En esa paradoja, se encierra el Misterio de lo Real: lo invisible y lo visible no son sino las dos caras de la única Realidad, que es no-dual. Ni nuestros sentidos ni nuestros órganos neurobiológicos pueden acceder a lo invisible; sin embargo, se hace manifiesto en todo lo que percibimos.
Tal como afirma algún físico moderno, en el corazón de la materia se esconde la consciencia. Algo similar se tendría que afirmar desde la mejor teología cristiana: no hay nada donde no se vea a Dios.
En una ocasión, una maestra de infantil pidió a los niños y niñas que dibujaran lo que quisieran. Cada cual se puso a la tarea, mientras la maestra iba recorriendo la sala y observando lo que hacían. Al llegar a una niña, le preguntó:
— Y tú, Sara, ¿qué estás dibujando?
— Yo dibujo a Dios, señorita, respondió la niña.

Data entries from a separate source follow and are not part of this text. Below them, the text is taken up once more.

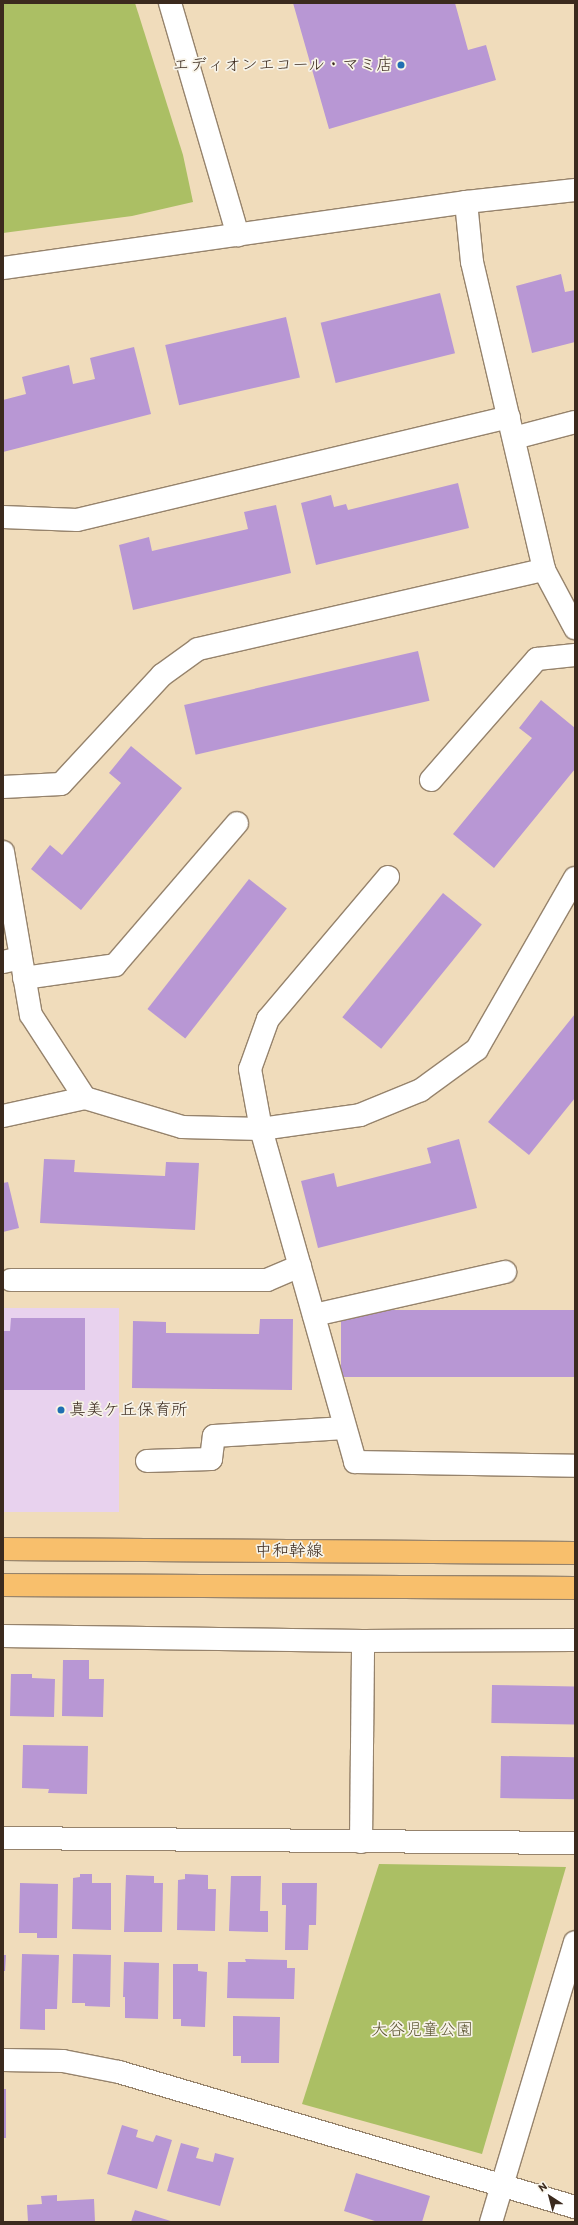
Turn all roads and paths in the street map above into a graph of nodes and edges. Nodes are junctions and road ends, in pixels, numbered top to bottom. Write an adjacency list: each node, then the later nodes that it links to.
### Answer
1 (170, 3): 4 (street)
2 (575, 190): 3 (street)
3 (466, 202): 4 (street); 6 (street)
4 (238, 235): 5 (street)
5 (3, 268)
6 (509, 417): 8 (street); 9 (street)
7 (575, 422): 8 (street)
8 (514, 438): 10 (street)
9 (3, 517)
10 (544, 570): 11 (street); 14 (street)
11 (575, 628)
12 (575, 655): 13 (street)
13 (431, 780)
14 (3, 787)
15 (237, 823): 19 (street)
16 (3, 852): 19 (street)
17 (388, 877): 22 (street)
18 (573, 885): 22 (street)
19 (16, 966): 20 (street)
20 (85, 1098): 21 (street); 22 (street)
21 (3, 1116)
22 (261, 1129): 23 (street)
23 (300, 1266): 25 (street); 26 (street)
24 (505, 1272): 26 (street)
25 (11, 1280)
26 (314, 1315): 27 (street)
27 (345, 1428): 28 (street); 29 (street)
28 (147, 1461)
29 (575, 1466)
30 (3, 1549): 31 (main road, 中和幹線)
31 (575, 1553)
32 (3, 1585): 33 (main road, 中和幹線)
33 (575, 1588)
34 (3, 1636): 35 (street)
35 (363, 1640): 36 (street); 38 (street)
36 (575, 1640)
37 (3, 1838): 38 (street)
38 (362, 1842): 39 (street)
39 (575, 1844)
40 (575, 1942): 41 (street)
41 (572, 1969): 43 (street)
42 (3, 2060): 43 (street)
43 (501, 2186): 44 (street); 45 (street)
44 (575, 2207)
45 (491, 2222)

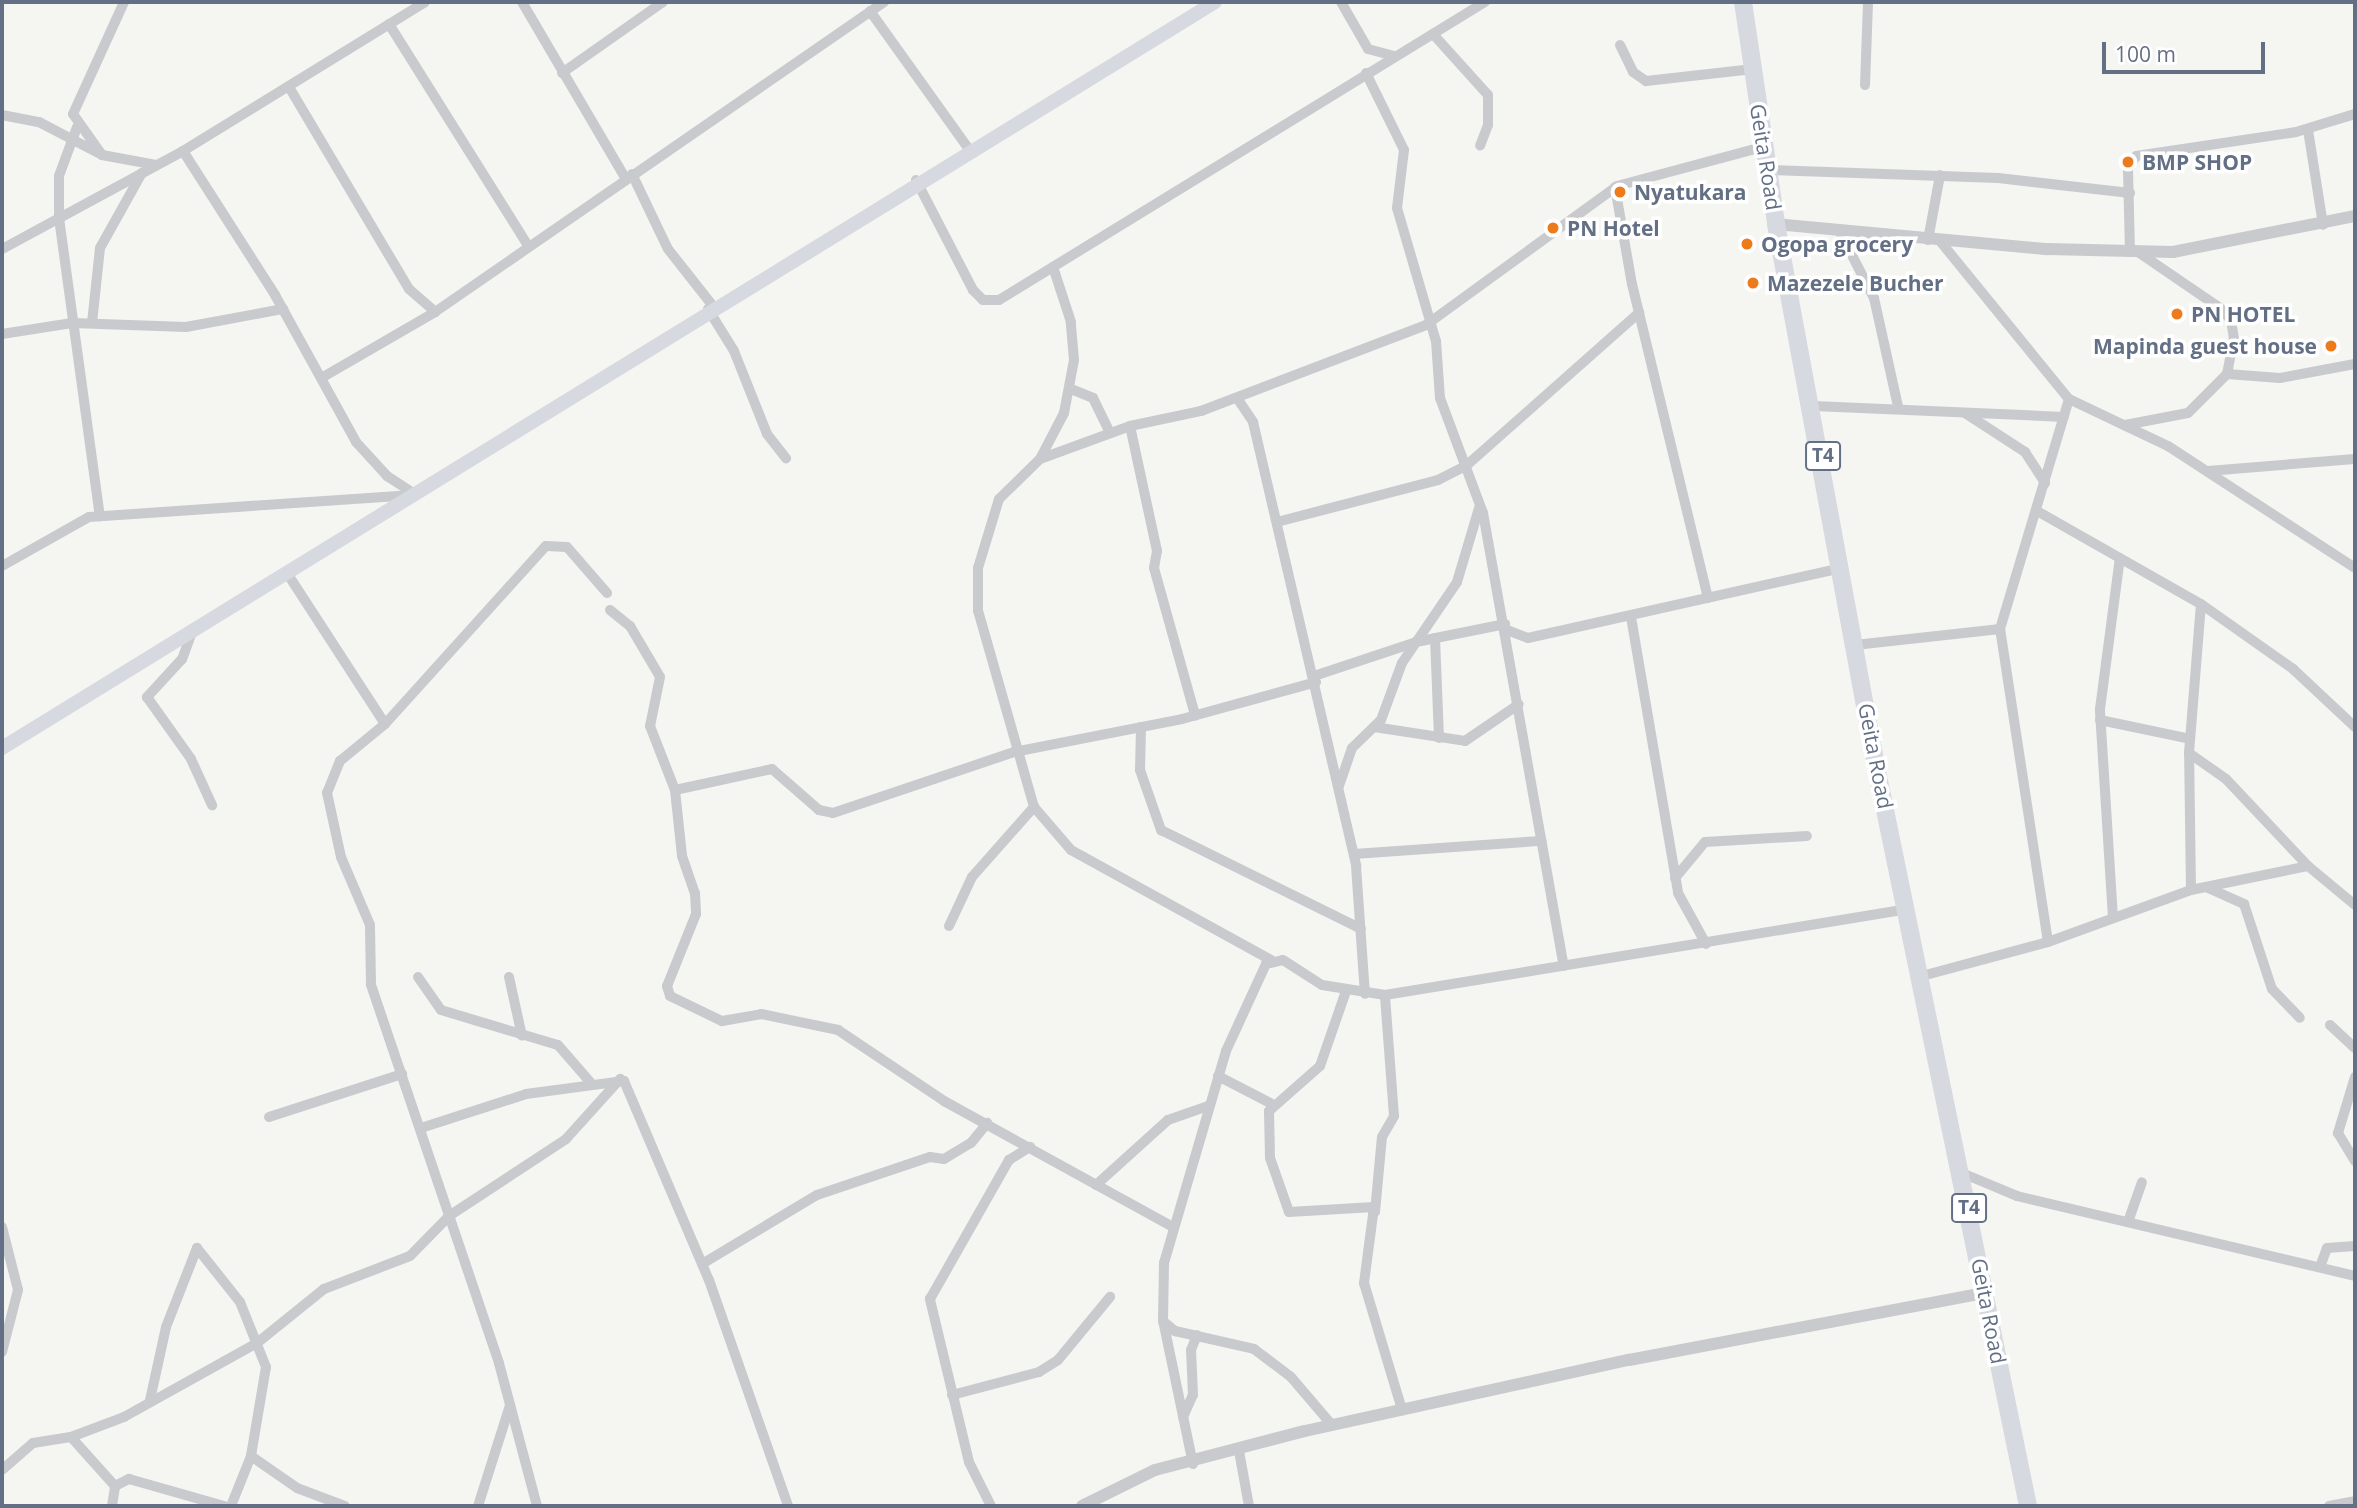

— Pero, Sara, si nadie sabe cómo es Dios…
— Espere un poquito, señorita, que en cuanto termine mi dibujo, lo sabrán.
En su candidez, la niña tenía razón: fuera lo que fuera que dibujara, se “vería” a Dios en ello. Sin embargo –de nuevo la paradoja-, cuando pretendemos saber quién es Dios a través de nuestra mente –cuando creemos tenerlo en nuestros conceptos-, caemos en el engaño y la idolatría.
Como dijera Joseph Ratzinger (el que fuera Papa Benedicto XVI), en 1969, “todo intento de aprehender a Dios en conceptos humanos lleva al absurdo. En rigor, solo podemos hablar de Él cuando renunciamos a comprender y lo dejamos tranquilo”.
No se puede pensar a Dios; solo se le puede ver, en la consciencia de que Dios y nosotros somos no-dos. Todos estamos ya “en el seno del Padre”.
Por eso, una de las mayores trampas religiosas consiste en pensar a Dios como un Ente separado. Frente a eso, el “misterio de la encarnación” –la celebración de la Navidad- viene a recordarnos que no hay ni puede haber nada separado de Dios.